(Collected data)
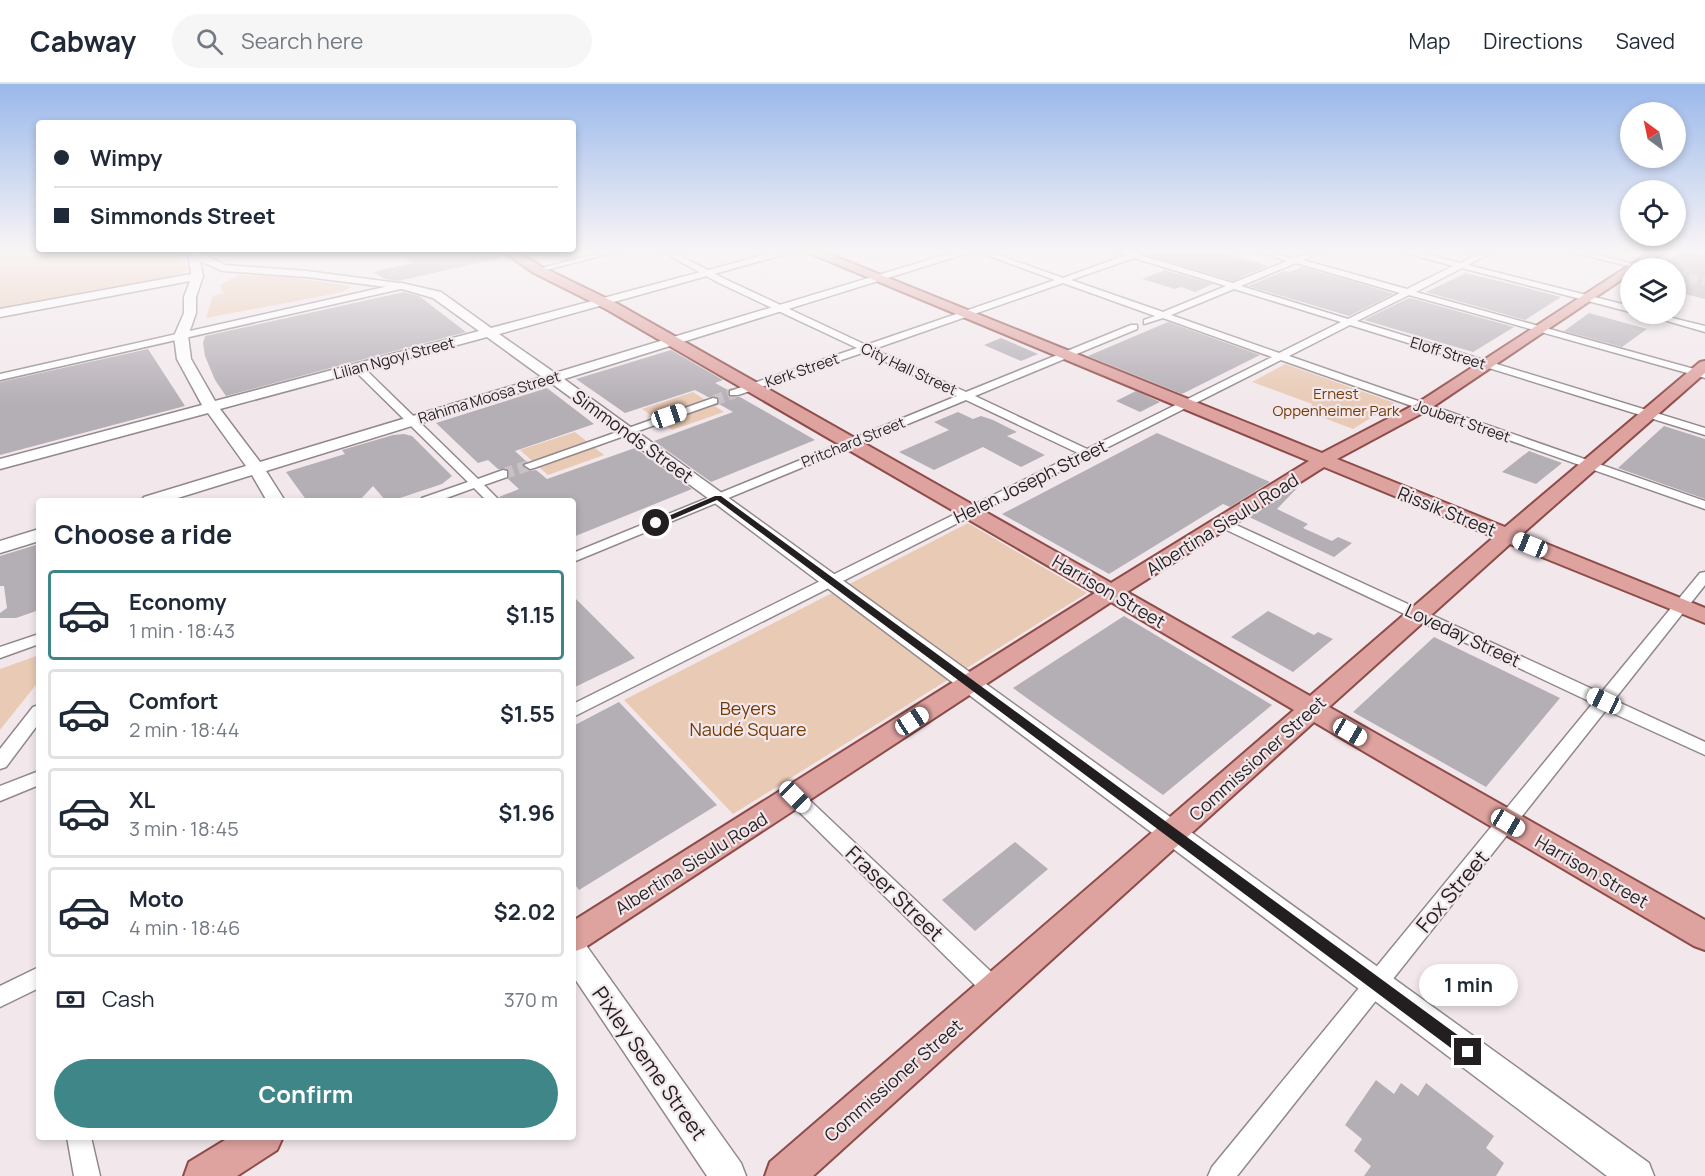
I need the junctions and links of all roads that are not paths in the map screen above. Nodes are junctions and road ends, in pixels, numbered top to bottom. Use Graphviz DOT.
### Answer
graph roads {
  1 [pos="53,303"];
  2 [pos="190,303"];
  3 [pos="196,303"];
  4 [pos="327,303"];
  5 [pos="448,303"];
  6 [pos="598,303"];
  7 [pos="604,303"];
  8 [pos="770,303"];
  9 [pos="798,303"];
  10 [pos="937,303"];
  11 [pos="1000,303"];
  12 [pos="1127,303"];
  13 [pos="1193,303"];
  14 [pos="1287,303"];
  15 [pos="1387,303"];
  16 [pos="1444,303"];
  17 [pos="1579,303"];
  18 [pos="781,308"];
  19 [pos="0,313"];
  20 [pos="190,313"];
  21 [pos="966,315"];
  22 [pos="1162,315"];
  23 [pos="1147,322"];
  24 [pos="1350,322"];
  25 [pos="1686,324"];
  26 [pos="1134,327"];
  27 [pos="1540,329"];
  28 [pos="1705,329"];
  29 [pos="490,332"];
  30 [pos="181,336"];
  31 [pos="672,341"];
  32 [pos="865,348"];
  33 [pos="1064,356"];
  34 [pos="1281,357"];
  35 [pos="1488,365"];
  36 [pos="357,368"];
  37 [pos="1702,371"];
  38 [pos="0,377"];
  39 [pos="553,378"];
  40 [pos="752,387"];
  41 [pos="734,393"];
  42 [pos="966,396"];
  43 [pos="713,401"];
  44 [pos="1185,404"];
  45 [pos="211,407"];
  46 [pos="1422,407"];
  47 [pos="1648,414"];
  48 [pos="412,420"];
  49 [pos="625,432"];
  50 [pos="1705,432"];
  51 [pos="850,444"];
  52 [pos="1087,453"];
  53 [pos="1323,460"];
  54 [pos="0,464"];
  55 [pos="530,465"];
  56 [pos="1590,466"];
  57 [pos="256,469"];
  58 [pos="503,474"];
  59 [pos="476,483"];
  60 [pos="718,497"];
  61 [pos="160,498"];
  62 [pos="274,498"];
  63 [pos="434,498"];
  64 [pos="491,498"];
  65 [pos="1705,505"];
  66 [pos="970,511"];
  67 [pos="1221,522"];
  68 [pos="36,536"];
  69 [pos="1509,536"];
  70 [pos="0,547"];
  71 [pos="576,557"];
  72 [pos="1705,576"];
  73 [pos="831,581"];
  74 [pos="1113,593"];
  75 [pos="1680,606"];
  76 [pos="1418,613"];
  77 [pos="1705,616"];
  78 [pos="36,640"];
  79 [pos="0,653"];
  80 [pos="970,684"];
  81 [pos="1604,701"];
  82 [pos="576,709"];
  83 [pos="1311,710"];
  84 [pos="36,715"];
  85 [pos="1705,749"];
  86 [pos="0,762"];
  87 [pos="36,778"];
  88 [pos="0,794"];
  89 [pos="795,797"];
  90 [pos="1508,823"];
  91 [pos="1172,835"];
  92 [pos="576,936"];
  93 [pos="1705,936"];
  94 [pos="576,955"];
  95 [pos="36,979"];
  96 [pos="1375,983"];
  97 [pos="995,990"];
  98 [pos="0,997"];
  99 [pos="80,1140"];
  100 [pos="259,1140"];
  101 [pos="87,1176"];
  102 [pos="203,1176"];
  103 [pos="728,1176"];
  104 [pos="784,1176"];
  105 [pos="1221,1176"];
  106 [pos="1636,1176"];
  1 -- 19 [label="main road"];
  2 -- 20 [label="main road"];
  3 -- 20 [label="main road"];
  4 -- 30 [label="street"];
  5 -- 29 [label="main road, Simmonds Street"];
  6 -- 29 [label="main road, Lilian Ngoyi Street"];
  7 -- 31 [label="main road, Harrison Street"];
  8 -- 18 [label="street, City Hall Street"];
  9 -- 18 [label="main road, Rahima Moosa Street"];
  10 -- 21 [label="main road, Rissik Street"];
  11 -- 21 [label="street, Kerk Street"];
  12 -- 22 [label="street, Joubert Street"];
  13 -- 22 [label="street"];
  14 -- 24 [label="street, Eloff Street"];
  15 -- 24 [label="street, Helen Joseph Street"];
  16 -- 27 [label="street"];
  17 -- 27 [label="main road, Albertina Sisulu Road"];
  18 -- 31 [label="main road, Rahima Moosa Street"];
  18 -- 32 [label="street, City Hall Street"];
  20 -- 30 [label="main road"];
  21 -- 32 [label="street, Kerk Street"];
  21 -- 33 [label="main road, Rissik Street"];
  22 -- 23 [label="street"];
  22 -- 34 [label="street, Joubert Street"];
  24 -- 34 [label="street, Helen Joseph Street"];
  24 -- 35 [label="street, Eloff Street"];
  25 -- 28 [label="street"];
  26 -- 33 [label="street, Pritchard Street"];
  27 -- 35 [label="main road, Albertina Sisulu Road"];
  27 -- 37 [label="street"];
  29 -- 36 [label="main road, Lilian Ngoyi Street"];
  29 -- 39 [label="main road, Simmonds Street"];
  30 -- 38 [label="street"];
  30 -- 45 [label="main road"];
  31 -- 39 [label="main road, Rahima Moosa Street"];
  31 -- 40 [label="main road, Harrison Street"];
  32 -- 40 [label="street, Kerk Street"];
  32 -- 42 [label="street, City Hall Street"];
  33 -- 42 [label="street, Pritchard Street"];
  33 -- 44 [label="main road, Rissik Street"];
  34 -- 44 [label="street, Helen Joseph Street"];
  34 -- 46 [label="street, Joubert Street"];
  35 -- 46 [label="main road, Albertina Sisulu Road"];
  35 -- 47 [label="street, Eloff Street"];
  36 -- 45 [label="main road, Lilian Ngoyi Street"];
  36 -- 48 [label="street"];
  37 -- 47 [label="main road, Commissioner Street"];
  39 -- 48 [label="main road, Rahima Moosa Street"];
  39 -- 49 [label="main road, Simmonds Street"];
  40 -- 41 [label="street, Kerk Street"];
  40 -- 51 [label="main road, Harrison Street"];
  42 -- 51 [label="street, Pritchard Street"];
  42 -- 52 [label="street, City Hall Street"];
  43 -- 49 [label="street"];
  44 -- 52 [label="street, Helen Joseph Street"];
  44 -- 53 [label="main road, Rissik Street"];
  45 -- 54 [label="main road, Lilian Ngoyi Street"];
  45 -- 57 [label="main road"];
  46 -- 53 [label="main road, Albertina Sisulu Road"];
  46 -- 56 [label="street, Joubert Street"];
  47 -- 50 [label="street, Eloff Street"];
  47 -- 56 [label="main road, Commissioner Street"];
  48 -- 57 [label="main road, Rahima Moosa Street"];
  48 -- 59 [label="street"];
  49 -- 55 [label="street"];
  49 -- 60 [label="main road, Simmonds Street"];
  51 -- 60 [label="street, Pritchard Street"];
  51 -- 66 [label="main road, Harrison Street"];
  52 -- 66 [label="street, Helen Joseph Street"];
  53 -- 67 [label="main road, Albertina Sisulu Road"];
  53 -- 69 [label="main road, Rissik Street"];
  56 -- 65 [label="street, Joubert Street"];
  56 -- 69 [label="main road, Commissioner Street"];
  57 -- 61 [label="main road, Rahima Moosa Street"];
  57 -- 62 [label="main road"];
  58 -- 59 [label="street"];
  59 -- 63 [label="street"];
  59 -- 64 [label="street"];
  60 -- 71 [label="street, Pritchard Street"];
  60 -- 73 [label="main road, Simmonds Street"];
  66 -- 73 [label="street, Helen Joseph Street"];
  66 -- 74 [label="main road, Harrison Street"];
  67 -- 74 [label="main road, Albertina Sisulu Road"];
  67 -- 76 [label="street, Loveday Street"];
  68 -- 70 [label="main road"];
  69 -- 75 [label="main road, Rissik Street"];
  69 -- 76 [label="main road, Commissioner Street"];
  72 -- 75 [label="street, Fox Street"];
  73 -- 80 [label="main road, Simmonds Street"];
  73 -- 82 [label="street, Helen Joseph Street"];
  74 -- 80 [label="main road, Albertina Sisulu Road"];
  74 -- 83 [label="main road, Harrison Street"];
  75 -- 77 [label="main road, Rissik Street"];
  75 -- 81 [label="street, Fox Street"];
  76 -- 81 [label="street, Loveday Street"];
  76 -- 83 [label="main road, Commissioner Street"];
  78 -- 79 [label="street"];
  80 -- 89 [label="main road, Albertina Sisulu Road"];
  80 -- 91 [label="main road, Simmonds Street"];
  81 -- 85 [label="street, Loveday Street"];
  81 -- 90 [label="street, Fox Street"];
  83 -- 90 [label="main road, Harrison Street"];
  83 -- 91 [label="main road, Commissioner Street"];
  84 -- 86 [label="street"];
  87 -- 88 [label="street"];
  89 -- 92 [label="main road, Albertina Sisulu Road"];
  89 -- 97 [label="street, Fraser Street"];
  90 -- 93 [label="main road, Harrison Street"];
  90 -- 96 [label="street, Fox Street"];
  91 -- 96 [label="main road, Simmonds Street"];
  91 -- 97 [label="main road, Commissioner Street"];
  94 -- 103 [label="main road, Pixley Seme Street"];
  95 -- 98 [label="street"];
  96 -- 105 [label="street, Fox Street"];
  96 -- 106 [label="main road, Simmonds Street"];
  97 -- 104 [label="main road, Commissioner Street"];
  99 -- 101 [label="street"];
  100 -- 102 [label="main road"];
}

__Task to carry out__: State how many lines in the records above contain the word "Rahima". Give nothing but the number.

__Result for this task__: 6